• _Brief_: Would you transcribe all of the entries that follow, word for word?

• _Dataset records_:
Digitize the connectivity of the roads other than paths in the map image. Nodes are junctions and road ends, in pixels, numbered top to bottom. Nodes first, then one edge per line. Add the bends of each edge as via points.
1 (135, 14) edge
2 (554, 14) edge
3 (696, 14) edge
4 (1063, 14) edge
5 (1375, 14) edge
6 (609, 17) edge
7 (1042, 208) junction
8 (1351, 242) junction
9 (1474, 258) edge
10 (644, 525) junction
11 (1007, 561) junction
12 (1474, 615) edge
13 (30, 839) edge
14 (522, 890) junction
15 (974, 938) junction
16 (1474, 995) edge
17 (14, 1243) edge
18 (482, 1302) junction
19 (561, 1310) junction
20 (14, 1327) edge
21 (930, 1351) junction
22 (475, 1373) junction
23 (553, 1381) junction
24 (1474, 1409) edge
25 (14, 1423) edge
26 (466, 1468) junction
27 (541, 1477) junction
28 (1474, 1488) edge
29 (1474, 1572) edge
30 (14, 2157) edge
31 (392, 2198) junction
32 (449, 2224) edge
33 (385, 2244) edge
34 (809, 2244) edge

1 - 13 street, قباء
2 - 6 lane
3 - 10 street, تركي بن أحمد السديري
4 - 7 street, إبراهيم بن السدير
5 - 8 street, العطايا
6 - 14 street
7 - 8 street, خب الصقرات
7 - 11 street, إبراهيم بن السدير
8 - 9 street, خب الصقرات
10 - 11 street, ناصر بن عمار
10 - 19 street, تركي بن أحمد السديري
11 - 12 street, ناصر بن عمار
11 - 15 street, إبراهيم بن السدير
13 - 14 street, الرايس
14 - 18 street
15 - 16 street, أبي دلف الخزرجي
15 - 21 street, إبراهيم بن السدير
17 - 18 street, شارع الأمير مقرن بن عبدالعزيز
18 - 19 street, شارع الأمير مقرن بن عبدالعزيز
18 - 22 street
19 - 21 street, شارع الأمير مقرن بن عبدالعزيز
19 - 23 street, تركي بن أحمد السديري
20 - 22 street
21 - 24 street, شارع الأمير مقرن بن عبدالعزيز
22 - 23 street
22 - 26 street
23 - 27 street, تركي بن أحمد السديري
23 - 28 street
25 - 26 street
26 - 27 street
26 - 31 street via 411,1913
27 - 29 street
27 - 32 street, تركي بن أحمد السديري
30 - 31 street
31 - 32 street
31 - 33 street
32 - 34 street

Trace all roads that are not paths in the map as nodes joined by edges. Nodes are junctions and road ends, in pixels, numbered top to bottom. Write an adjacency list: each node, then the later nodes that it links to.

• _Expected answer_:
Digitize the connectivity of the roads other than paths in the map image. Nodes are junctions and road ends, in pixels, numbered top to bottom. Nodes first, then one edge per line. Add the bends of each edge as via points.
1 (135, 14) edge
2 (554, 14) edge
3 (696, 14) edge
4 (1063, 14) edge
5 (1375, 14) edge
6 (609, 17) edge
7 (1042, 208) junction
8 (1351, 242) junction
9 (1474, 258) edge
10 (644, 525) junction
11 (1007, 561) junction
12 (1474, 615) edge
13 (30, 839) edge
14 (522, 890) junction
15 (974, 938) junction
16 (1474, 995) edge
17 (14, 1243) edge
18 (482, 1302) junction
19 (561, 1310) junction
20 (14, 1327) edge
21 (930, 1351) junction
22 (475, 1373) junction
23 (553, 1381) junction
24 (1474, 1409) edge
25 (14, 1423) edge
26 (466, 1468) junction
27 (541, 1477) junction
28 (1474, 1488) edge
29 (1474, 1572) edge
30 (14, 2157) edge
31 (392, 2198) junction
32 (449, 2224) edge
33 (385, 2244) edge
34 (809, 2244) edge

1 - 13 street, قباء
2 - 6 lane
3 - 10 street, تركي بن أحمد السديري
4 - 7 street, إبراهيم بن السدير
5 - 8 street, العطايا
6 - 14 street
7 - 8 street, خب الصقرات
7 - 11 street, إبراهيم بن السدير
8 - 9 street, خب الصقرات
10 - 11 street, ناصر بن عمار
10 - 19 street, تركي بن أحمد السديري
11 - 12 street, ناصر بن عمار
11 - 15 street, إبراهيم بن السدير
13 - 14 street, الرايس
14 - 18 street
15 - 16 street, أبي دلف الخزرجي
15 - 21 street, إبراهيم بن السدير
17 - 18 street, شارع الأمير مقرن بن عبدالعزيز
18 - 19 street, شارع الأمير مقرن بن عبدالعزيز
18 - 22 street
19 - 21 street, شارع الأمير مقرن بن عبدالعزيز
19 - 23 street, تركي بن أحمد السديري
20 - 22 street
21 - 24 street, شارع الأمير مقرن بن عبدالعزيز
22 - 23 street
22 - 26 street
23 - 27 street, تركي بن أحمد السديري
23 - 28 street
25 - 26 street
26 - 27 street
26 - 31 street via 411,1913
27 - 29 street
27 - 32 street, تركي بن أحمد السديري
30 - 31 street
31 - 32 street
31 - 33 street
32 - 34 street

Trace all roads that are not paths in the map as nodes joined by edges. Nodes are junctions and road ends, in pixels, numbered top to bottom. Write an adjacency list: each node, then the later nodes that it links to.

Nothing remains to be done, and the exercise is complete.